By: DON JACOBSON / Star Tribune
December 5, 2010
Three of commercial real estate’s four sectors appear to have stabilized, but the verdict on the fourth – office – is still out.
“Stability” is a relative term. In today’s commercial real estate world, it means something different than it did, say, five years ago, when offices and shopping malls were full, construction cranes were in the air and banks were lending.
Nowadays it means “finding a bottom.” And as the battered real estate markets head into 2011, the consensus among experts is that next year will bring a measure of stability in the form of a bottoming out of the two-year slide in the industry’s key fundamentals, such as rents and vacancies.

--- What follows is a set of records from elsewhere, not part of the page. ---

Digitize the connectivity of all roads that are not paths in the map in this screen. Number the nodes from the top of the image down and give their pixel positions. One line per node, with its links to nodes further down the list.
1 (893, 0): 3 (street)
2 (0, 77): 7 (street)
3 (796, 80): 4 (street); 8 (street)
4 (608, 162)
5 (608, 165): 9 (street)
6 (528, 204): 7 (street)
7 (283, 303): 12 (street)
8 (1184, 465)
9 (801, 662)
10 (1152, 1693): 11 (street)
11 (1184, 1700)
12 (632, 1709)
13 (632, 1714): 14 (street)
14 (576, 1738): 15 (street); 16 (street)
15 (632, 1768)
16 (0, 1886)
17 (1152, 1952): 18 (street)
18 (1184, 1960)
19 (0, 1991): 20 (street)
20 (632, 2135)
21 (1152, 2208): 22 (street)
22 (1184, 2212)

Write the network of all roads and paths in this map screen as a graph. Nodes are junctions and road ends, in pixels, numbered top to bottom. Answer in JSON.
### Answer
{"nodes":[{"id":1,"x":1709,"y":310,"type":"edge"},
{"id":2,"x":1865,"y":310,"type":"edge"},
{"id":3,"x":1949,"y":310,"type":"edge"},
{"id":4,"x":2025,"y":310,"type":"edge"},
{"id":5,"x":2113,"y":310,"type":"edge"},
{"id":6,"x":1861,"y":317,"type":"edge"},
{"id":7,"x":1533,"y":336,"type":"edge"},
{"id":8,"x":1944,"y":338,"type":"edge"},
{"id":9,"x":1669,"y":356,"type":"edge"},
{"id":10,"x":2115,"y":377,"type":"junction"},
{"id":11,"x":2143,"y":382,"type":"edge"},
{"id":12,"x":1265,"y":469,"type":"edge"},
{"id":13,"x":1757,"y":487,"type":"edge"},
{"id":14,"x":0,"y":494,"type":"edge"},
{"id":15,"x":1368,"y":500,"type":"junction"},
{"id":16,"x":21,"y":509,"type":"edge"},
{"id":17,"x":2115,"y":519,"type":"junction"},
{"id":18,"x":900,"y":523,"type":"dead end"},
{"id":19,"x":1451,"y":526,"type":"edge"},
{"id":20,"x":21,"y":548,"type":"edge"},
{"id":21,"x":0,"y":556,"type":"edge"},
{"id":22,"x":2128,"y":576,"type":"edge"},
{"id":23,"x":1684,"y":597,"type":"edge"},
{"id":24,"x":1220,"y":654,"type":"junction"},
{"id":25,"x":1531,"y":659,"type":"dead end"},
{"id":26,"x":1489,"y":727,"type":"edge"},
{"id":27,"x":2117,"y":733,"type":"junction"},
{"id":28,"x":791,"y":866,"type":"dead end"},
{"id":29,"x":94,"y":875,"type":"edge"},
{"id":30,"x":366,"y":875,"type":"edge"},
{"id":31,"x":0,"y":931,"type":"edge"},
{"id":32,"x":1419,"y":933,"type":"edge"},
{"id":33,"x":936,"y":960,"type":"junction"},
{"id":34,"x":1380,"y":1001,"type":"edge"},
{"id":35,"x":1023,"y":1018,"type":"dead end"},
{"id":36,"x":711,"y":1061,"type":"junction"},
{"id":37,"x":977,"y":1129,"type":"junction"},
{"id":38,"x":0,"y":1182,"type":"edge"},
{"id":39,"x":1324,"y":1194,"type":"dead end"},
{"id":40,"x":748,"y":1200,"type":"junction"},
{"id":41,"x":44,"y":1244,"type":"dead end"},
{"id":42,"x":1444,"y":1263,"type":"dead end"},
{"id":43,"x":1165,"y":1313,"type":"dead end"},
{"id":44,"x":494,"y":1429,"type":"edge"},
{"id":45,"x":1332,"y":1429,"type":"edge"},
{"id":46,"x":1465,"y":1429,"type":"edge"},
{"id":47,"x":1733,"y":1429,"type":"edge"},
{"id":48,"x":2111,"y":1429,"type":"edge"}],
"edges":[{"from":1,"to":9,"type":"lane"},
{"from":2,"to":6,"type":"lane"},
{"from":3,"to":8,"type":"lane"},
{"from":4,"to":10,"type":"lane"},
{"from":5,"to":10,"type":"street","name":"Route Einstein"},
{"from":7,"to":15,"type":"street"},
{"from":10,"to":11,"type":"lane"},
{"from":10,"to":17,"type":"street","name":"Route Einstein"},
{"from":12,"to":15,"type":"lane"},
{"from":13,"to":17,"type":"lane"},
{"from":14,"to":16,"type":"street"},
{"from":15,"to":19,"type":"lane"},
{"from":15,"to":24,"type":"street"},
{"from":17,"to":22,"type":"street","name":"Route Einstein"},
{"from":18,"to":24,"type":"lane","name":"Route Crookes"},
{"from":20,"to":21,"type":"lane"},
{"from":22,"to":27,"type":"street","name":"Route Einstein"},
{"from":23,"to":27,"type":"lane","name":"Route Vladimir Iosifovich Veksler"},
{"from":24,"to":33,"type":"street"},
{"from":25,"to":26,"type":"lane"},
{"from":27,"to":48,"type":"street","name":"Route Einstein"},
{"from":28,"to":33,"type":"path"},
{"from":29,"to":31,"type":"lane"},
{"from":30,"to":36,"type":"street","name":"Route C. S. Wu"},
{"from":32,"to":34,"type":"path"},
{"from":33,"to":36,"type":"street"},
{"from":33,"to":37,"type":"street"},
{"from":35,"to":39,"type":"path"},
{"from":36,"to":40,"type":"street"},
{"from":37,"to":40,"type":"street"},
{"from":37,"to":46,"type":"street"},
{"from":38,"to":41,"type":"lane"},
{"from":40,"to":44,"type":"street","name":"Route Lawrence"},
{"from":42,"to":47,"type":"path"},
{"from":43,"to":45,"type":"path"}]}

As 2010 draws to a close, a steadily improving economy is producing higher demand and some long-sought stability for at least three of the four legs of the commercial real estate industry: industrial, retail and multifamily housing. But the biggest sector — office — is more complex, with things quickly improving for the very top and bottom parts of that market but more trouble ahead for the vast middle.
Bank financing is likely to remain hard to come by next year for all but the most “slam dunk” properties, but equity capital is returning to commercial real estate, the experts say.
Typical among the forecasters is Lawrence Yun, chief economist of the National Association of Realtors (NAR). Speaking in Washington last week, Yun said commercial real estate markets are flattening out, with modestly improving fundamentals expected in 2011.
Thanks to an improving economy, he predicted leasing demand will go up and said the seemingly never-ending rise in vacancy rates has “already peaked or will soon top out. The outlook for the office and industrial markets has moderated with modestly declining vacancy rates expected as 2011 progresses, while the retail sector should hold fairly steady.”
The rents that office landlords can expect to charge, however, will continue to go south next year, Yun predicted, which won’t help the vast majority of them who have less-than “investment grade” properties and are struggling to hang on. U.S. office rents are expected to decline 1.6 percent in 2011 despite a return to “positive absorption,” wherein more office space is being leased than coming vacant.
If this definition of stability doesn’t seem like much to celebrate, that’s an indication of the “new normal” in the industry, said Ken Riggs, chief economist of the Chicago-based CCIM Institute, the group that certifies commercial real estate professionals.
“I would say, very carefully, that the commercial real estate markets in a broad basis are starting to stabilize,” he said. “We do see, I think, a very positive sign in that there is now capital to invest in the market.”
But any assessment of the market as “improving” or “stabilizing” has to be tempered with an understanding of the relativity of those terms, he said.
“I would just caution that there’s a long way to go. This is going to be a long, drawn-out economic recovery, it’s going to be a long, drawn-out commercial real estate recovery, where there’s going to be fits and starts and it’s going to be very uneven,” Riggs said. “The coastal areas will do much better and in the places in between — like Chicago, like Minneapolis — it’s going to be a slow process.”
This will be especially true in the office market, which he sees as “trifurcated.” The top third of highly desirable Class A properties and the bottom third of distressed and repossessed buildings have been “re-priced” in a way that makes sense for investors to move in and “clear the market” of excess inventory. But that hasn’t happened yet with the other third.
“There’s a lot that’s stuck in the middle,” he said. “It’s kind of like the residential housing market in that respect. You just don’t know what’s going on.”
Local experts are echoing the findings of the NAR and the CCIM Institute in their own prognostications for 2011. St. Louis Park-based Grubb & Ellis/Northco Real Estate Services, for instance, released its year-ahead outlook last week and similarly concluded that stability is returning to the industry — albeit with big caveats.